Gli indici generali hanno tenuto un comportamento erratico in mattinata, succubi delle scadenze tecniche (futures e opzioni) per mollare gli ormeggi subito dopo. Ad  agitare ulteriormente le  acque  è  giunto, nel pomeriggio, il  CPI US di agosto,  sopra attese sia  per il dato headline (+0.2% da prec 0.0% e vs +0.1% atteso) che core (0.3% da prec 0.1% e vs 0.2% atteso). La comparsa dei primi effetti base positivi ha permesso al dato headline di toccare l’1.1% anno su anno. Ceoteris paribus, l’amplificarsi di detti effetti potrebbe permettergli di avvicinarsi al 2% verso fine anno. Una soglia già abbondantemente superata dal  dato  core, al  2.3% anno su anno.
La sorpresa ha offerto un modesto supporto alle probabilità di rialzo ai FOMC di settembre e dicembre ( tornati rispettivamente a 22% e 54%), prodotto un accelerazione del dollaro e segato le gambe al rimbalzo dei treasuries,  che alla chiusura della seduta europea vedono i rendimenti salire di qualche basis point in particolare sulle scadenze intermedie. In calo i rendimenti europei core mentre le circostanze illustrate ieri hanno pesato ancora sui periferici, sebbene in misura minore. Naturalmente l’azionario non ha gradito, sebbene, al  solito, Wall Street mostri maggior compostezza.
Può questo dato rimettere in gioco  un rialzo mercoledi prossimo? Difficile, a guardare la miseria  dei dati macro delle ultime settimane, e quanto poco quest’evenienza è prezzata dal mercato (si sa  che alla yellen non piace sorprendere). Ma  alla luce della recente, confusa, retorica FED, non si può escludere con certezza.
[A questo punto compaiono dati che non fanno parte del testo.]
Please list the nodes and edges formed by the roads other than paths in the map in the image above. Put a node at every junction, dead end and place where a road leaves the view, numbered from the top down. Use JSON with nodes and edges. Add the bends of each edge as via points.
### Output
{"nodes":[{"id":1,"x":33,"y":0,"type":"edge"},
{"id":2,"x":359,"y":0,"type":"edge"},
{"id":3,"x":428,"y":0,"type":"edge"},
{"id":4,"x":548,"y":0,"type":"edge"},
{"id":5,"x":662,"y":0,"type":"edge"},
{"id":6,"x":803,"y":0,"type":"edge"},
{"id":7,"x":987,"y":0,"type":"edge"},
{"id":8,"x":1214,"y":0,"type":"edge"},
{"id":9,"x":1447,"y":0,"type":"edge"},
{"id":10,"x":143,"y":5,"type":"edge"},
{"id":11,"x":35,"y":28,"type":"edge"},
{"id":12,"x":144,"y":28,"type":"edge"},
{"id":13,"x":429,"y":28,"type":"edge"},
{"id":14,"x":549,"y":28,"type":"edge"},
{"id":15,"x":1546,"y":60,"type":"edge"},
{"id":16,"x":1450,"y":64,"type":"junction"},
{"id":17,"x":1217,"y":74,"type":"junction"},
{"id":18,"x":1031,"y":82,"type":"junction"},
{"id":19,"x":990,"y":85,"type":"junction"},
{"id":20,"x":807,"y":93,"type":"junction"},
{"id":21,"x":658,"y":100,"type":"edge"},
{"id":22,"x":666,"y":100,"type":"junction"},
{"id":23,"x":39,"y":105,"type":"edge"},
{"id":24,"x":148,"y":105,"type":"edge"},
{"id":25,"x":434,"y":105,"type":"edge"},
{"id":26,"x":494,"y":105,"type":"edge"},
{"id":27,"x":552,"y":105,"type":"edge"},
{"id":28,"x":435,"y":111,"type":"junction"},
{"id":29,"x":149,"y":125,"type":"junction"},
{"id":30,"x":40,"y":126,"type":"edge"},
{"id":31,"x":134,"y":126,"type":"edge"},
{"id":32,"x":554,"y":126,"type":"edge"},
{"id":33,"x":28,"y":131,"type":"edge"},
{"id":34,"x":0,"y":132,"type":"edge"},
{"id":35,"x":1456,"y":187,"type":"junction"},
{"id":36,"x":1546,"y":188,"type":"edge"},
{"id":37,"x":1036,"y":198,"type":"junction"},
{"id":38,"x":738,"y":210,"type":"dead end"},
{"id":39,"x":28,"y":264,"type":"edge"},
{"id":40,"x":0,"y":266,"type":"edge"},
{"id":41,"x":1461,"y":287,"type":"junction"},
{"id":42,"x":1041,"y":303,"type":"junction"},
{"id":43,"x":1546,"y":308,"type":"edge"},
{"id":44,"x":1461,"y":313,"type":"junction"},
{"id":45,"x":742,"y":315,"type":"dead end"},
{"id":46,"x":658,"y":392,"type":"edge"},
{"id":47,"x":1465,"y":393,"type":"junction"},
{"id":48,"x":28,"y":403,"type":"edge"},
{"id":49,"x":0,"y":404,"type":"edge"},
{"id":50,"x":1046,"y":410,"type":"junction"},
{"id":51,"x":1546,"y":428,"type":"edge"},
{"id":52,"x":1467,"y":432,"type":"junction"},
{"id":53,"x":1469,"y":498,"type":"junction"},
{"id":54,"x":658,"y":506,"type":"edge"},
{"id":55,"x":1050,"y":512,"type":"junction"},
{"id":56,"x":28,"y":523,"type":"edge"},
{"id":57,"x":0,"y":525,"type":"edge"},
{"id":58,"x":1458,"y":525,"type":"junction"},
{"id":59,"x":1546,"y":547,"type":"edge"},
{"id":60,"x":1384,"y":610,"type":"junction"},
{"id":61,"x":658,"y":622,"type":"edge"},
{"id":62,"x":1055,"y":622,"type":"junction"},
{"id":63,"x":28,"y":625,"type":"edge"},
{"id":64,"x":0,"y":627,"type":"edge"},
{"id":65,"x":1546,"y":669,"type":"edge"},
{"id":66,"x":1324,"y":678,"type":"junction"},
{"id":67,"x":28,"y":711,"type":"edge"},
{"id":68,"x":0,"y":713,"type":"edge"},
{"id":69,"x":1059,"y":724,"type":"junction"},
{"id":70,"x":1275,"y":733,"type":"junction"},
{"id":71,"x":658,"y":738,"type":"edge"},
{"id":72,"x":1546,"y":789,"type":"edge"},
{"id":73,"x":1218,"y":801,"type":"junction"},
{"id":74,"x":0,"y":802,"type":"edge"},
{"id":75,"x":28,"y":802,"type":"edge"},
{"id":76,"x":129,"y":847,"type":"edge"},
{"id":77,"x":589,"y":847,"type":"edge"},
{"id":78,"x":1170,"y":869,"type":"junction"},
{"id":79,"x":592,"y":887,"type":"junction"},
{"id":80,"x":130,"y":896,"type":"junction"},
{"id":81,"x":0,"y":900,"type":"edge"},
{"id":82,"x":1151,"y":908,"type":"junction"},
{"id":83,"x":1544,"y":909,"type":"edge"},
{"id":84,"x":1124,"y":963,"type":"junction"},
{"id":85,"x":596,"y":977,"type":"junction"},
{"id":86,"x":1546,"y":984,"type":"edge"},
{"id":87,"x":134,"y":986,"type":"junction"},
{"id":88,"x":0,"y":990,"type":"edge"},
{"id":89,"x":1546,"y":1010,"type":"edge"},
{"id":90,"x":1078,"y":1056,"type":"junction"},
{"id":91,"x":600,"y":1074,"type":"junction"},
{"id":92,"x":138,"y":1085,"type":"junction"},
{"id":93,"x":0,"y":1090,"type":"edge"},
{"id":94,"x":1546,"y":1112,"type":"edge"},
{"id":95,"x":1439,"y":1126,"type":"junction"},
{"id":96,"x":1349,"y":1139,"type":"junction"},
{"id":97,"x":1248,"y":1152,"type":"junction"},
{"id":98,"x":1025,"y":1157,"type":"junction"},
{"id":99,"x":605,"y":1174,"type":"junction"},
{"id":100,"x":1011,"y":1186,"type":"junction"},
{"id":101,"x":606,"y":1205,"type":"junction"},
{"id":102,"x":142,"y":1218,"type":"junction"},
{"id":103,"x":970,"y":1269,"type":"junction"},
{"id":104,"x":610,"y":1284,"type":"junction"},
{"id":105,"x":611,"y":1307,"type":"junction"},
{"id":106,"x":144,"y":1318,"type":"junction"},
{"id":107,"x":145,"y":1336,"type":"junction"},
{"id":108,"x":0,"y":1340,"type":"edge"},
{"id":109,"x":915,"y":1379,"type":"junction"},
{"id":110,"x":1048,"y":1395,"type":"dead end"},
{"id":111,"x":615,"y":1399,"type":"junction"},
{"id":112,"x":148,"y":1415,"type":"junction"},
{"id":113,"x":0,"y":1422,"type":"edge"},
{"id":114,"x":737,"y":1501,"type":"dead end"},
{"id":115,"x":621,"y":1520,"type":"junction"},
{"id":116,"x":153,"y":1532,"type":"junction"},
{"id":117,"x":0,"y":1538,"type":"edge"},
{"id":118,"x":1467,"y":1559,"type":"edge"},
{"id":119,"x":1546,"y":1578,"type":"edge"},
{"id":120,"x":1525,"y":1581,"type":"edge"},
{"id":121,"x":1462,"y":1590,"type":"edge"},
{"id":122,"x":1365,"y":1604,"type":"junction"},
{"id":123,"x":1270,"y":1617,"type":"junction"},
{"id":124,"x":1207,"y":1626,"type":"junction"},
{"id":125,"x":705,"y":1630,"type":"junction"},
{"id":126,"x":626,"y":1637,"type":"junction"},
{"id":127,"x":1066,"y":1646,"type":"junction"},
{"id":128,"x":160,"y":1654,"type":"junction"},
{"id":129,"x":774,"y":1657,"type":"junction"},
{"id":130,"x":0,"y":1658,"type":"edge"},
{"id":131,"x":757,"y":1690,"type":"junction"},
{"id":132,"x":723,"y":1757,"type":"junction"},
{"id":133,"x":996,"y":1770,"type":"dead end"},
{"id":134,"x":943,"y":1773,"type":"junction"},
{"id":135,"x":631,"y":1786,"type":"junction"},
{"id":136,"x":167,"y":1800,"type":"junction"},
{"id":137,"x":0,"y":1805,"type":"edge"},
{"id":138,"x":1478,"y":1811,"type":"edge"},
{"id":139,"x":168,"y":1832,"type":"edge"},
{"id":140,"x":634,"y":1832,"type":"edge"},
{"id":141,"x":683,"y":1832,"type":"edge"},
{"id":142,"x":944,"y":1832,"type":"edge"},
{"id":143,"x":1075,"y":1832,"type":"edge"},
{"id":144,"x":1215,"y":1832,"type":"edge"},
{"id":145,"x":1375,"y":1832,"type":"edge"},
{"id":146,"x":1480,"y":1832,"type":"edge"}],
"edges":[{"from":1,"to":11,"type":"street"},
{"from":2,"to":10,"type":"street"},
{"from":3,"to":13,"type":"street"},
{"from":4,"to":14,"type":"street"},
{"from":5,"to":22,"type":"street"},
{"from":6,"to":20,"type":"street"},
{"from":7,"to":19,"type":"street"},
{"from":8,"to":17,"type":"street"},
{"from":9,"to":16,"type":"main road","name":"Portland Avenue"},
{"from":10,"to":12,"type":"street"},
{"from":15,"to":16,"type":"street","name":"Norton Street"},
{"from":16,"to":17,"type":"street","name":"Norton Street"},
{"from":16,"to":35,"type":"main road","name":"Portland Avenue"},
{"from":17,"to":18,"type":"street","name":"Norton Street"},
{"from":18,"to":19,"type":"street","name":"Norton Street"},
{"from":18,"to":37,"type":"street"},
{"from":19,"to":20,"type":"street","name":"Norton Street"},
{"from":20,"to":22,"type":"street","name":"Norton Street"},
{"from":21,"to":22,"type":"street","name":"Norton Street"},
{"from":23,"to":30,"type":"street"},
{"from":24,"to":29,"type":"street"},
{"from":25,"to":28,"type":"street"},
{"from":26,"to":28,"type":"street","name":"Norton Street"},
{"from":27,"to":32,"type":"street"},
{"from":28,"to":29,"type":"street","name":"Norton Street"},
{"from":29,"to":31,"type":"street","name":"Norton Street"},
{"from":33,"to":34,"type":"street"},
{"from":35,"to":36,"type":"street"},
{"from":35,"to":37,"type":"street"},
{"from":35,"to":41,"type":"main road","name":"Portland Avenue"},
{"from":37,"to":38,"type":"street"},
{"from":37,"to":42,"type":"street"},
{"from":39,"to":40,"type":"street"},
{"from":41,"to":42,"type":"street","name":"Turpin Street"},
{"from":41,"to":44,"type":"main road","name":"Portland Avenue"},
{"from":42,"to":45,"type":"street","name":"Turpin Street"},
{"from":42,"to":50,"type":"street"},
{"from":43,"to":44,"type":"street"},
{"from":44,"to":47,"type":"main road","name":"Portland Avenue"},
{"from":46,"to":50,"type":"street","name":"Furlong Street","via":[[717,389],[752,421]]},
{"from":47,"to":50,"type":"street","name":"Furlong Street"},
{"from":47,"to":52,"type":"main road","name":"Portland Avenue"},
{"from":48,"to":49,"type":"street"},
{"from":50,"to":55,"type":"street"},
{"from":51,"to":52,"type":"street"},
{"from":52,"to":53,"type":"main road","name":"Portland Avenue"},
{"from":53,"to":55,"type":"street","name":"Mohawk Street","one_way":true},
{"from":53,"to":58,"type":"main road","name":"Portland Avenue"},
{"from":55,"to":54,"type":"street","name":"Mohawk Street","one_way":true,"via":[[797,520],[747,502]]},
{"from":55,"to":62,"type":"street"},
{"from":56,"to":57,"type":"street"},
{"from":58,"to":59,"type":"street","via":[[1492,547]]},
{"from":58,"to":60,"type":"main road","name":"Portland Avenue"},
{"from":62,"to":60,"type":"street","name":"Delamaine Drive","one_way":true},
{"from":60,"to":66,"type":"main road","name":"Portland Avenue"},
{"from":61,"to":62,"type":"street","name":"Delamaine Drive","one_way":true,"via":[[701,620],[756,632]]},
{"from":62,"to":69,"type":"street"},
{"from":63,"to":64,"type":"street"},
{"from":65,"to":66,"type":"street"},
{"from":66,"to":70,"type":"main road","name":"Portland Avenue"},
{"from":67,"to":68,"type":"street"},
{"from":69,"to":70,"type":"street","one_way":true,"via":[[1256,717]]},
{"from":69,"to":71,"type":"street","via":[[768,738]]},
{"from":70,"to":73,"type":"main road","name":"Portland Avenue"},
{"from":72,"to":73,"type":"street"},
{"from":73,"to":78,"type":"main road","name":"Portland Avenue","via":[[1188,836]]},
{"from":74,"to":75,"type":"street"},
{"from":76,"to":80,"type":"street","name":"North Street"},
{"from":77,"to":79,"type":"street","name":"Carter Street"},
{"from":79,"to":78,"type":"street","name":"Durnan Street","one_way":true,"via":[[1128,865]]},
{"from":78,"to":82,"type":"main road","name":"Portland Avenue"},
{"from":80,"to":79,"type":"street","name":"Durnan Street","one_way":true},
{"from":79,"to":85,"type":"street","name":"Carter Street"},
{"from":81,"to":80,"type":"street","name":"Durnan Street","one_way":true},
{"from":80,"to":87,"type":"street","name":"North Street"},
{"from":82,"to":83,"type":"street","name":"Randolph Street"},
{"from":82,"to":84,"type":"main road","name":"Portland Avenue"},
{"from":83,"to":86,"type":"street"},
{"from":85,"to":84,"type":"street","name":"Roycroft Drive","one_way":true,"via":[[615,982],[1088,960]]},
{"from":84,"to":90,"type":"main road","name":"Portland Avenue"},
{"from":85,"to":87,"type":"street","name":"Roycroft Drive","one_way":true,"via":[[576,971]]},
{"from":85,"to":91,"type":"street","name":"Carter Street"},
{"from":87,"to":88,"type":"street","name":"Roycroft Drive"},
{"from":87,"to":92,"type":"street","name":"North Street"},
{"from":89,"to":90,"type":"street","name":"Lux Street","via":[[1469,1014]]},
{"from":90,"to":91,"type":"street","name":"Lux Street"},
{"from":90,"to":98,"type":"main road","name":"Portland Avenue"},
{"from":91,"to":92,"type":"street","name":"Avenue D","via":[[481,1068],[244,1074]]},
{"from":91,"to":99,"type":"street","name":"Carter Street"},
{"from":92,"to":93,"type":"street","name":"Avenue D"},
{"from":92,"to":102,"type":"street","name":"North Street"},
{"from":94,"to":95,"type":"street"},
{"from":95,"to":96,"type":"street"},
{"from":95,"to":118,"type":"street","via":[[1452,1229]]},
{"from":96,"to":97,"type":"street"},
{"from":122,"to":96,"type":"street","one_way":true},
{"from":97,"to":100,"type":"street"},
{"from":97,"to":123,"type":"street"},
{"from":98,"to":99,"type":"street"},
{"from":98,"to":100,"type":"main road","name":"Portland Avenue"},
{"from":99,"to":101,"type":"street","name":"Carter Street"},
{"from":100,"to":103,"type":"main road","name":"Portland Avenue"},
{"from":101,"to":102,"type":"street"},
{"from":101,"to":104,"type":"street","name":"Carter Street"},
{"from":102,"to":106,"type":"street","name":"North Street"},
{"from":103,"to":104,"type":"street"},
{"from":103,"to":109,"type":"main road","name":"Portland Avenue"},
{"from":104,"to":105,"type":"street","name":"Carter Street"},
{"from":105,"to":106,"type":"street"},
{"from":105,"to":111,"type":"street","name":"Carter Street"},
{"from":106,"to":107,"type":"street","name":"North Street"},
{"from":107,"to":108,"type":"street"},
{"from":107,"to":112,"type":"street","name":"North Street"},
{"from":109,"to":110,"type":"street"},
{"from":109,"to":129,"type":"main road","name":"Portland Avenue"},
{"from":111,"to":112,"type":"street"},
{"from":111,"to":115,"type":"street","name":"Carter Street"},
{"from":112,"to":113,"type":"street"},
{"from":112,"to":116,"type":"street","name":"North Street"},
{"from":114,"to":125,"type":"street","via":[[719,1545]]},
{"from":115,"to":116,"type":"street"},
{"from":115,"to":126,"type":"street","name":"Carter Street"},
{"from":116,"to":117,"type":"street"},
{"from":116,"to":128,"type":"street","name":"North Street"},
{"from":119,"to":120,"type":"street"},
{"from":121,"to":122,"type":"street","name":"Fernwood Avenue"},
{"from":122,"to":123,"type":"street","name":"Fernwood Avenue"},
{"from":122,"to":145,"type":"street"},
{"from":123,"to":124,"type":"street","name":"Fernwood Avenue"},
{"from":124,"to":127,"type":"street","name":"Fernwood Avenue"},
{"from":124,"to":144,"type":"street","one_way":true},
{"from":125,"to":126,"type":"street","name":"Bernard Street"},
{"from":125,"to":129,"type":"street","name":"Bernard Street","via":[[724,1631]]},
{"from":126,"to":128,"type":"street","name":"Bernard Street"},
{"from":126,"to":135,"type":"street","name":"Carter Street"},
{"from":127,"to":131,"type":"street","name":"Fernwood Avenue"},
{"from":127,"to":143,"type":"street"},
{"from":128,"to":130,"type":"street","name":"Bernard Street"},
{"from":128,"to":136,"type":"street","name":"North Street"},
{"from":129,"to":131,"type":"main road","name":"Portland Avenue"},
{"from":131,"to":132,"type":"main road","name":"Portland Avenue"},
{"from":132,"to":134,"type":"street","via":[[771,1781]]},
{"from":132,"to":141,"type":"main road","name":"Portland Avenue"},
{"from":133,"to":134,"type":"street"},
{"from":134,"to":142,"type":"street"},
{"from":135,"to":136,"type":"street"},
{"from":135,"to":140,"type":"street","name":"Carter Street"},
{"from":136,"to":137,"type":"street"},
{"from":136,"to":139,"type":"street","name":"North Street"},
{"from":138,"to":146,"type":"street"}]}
La settimana si è chiusa in maniera mesta per l’azionario europeo, con l’Eurostoxx che chiude sui minimi settimanali, avendo messo a segno un “lower low” e lasciato  sul campo quasi 4 punti percentuali. Più  interlocutorio il quadro a Wall Street, dove i supporti stanno tenendo, ma manca ancora la chiusura di stasera.
Con FOMC e BOJ mercoledi prossimo, sembra improbabile che i primi giorni della prossima settimana si rivelino particolarmente rilassanti. Ma magari dominerà l’attesa.